Medical researchers need huge amounts of data to provide valuable, clear results. Yet the most difficult challenge for them today is recruiting participants. Without large numbers, studies can’t generate the robust data needed to help them develop wider-ranging or individualized treatments. Advances in sensor technology and microelectronics have opened new opportunities in the health and life sciences industries. Wearable sensors allow for continuous bio-monitoring without any manual intervention, thus reducing provider-patient interaction and costs while contributing improvements in the quality of the data.

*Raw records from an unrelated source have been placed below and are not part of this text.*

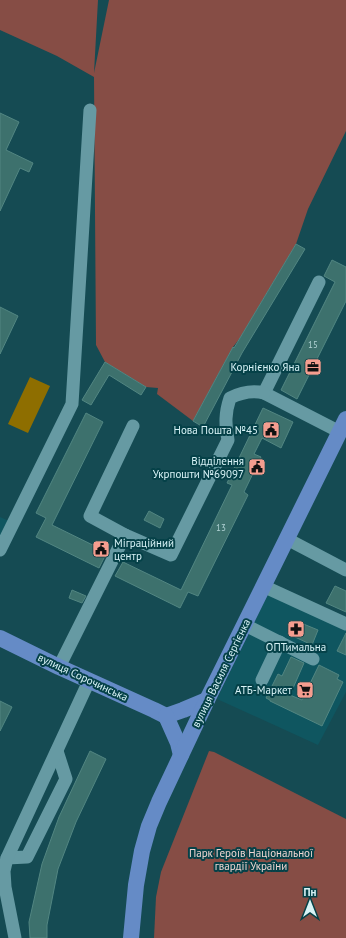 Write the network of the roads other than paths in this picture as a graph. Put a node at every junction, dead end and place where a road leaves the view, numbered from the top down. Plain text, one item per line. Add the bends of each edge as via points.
1 (90, 110) dead end
2 (319, 282) dead end
3 (264, 393) junction
4 (343, 425) edge
5 (133, 426) dead end
6 (125, 535) junction
7 (287, 539) junction
8 (0, 550) edge
9 (346, 570) edge
10 (263, 586) junction
11 (346, 624) edge
12 (245, 625) junction
13 (0, 638) edge
14 (280, 642) junction
15 (313, 659) dead end
16 (59, 667) junction
17 (262, 680) dead end
18 (89, 681) junction
19 (207, 700) junction
20 (166, 716) junction
21 (57, 751) junction
22 (181, 755) junction
23 (4, 866) edge
24 (15, 938) edge
25 (130, 938) edge

1 - 8 lane via 72,404
2 - 3 lane
3 - 4 lane
3 - 6 lane via 246,392 230,398 226,408 228,440 171,555
4 - 7 main road, вулиця Василя Сергієнка
5 - 6 lane via 90,516
6 - 16 lane
7 - 9 lane
7 - 10 main road, вулиця Василя Сергієнка
10 - 11 lane
10 - 12 main road, вулиця Василя Сергієнка
12 - 14 lane
12 - 19 main road, вулиця Василя Сергієнка
13 - 16 main road, вулиця Сорочинська
14 - 15 lane
14 - 17 lane
16 - 18 main road, вулиця Сорочинська
18 - 20 main road, вулиця Сорочинська
18 - 21 lane
19 - 20 main road
19 - 22 main road, вулиця Василя Сергієнка
20 - 22 main road
21 - 23 lane
21 - 23 lane via 66,778 27,857
22 - 25 main road, вулиця Василя Сергієнка via 158,802 142,851
23 - 24 lane via 4,887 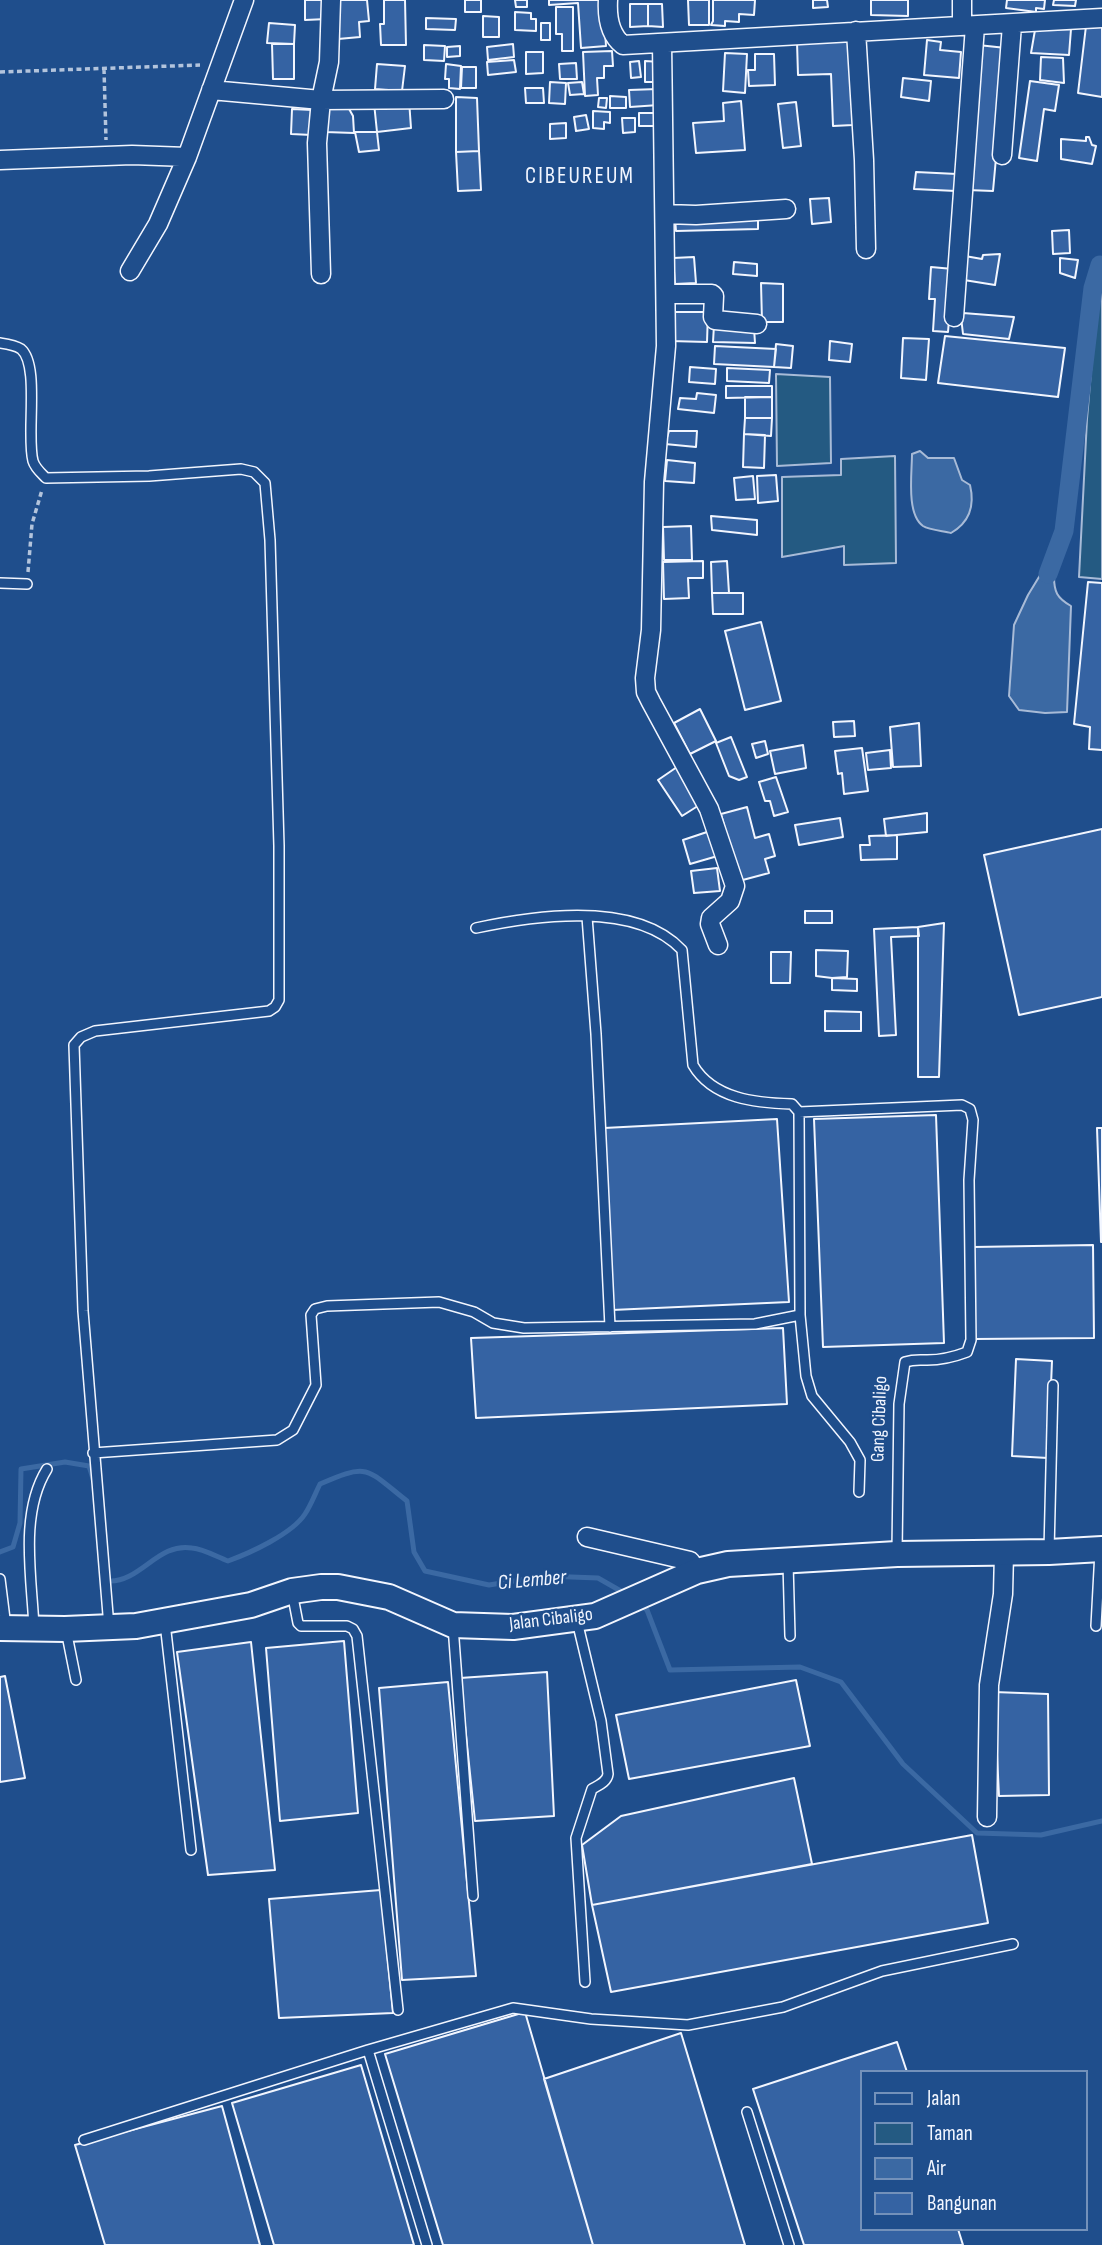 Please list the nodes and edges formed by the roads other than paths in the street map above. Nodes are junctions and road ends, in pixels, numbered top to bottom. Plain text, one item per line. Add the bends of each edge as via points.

Even apple has taken a step in clinical research snice launching its wearable ‘Apple Watch’. The app, called Research Kit is expected to transform patient recruitment and data collection. With the Research Kit, iPhone and Apple watch owners will be able to download clinical apps and allow their data to be collected and anonymized.  Apple devices will collect what was before unimaginable amounts of clinical data from different populations and diseases and store them in a specially designed cloud database.  

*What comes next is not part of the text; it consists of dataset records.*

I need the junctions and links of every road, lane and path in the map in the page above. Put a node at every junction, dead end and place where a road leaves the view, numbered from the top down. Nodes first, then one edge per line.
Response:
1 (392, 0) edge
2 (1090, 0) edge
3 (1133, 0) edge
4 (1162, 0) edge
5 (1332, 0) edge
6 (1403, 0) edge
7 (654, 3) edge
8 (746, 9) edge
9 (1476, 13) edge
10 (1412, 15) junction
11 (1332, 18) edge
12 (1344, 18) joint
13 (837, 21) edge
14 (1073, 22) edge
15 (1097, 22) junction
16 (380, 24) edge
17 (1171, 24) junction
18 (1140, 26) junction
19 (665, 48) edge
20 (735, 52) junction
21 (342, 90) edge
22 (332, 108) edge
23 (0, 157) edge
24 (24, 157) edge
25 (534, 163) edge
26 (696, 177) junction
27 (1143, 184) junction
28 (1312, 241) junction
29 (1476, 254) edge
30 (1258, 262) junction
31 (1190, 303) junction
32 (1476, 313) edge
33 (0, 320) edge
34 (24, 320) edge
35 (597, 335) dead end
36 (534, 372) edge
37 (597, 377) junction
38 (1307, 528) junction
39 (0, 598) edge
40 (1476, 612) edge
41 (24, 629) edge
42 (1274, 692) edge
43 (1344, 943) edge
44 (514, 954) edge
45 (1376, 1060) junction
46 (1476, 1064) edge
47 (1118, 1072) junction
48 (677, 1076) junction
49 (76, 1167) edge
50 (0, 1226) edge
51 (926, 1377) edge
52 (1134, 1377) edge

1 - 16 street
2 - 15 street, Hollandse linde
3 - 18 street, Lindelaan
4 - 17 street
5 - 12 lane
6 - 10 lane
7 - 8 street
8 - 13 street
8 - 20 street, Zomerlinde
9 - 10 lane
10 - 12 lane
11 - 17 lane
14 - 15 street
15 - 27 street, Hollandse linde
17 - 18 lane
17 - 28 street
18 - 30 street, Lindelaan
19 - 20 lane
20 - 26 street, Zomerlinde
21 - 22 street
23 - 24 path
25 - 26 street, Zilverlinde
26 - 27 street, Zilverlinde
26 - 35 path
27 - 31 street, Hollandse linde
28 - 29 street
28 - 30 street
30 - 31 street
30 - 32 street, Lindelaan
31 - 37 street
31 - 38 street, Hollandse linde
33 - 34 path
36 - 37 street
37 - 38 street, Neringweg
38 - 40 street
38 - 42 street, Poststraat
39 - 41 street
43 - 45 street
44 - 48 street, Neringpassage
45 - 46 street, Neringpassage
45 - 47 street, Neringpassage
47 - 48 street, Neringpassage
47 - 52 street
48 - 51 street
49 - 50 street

ResearchKit will now simplify recruiting as it will be easy for people to sign up for a study no matter where they live in the world meaning trials will no longer be restricted by location. Not only this, but it will allow researchers to do away with stacks of handwritten surveys and lengthy forms. By allowing participants to complete tasks or submit surveys straight from their iPhone, and data can be extracted straight from wearables like the apple watch. This can be greatly cost and time effective.

However, as described by Andrena Logue in her interview for Clinical Trials Arena, we now need to be much more careful and considerate because we are looking at potentially sensitive data being shared in a 24/7 context with all manner of people, which risks getting into the wrong hands because it isn’t controlled, leading to all sorts of repercussions.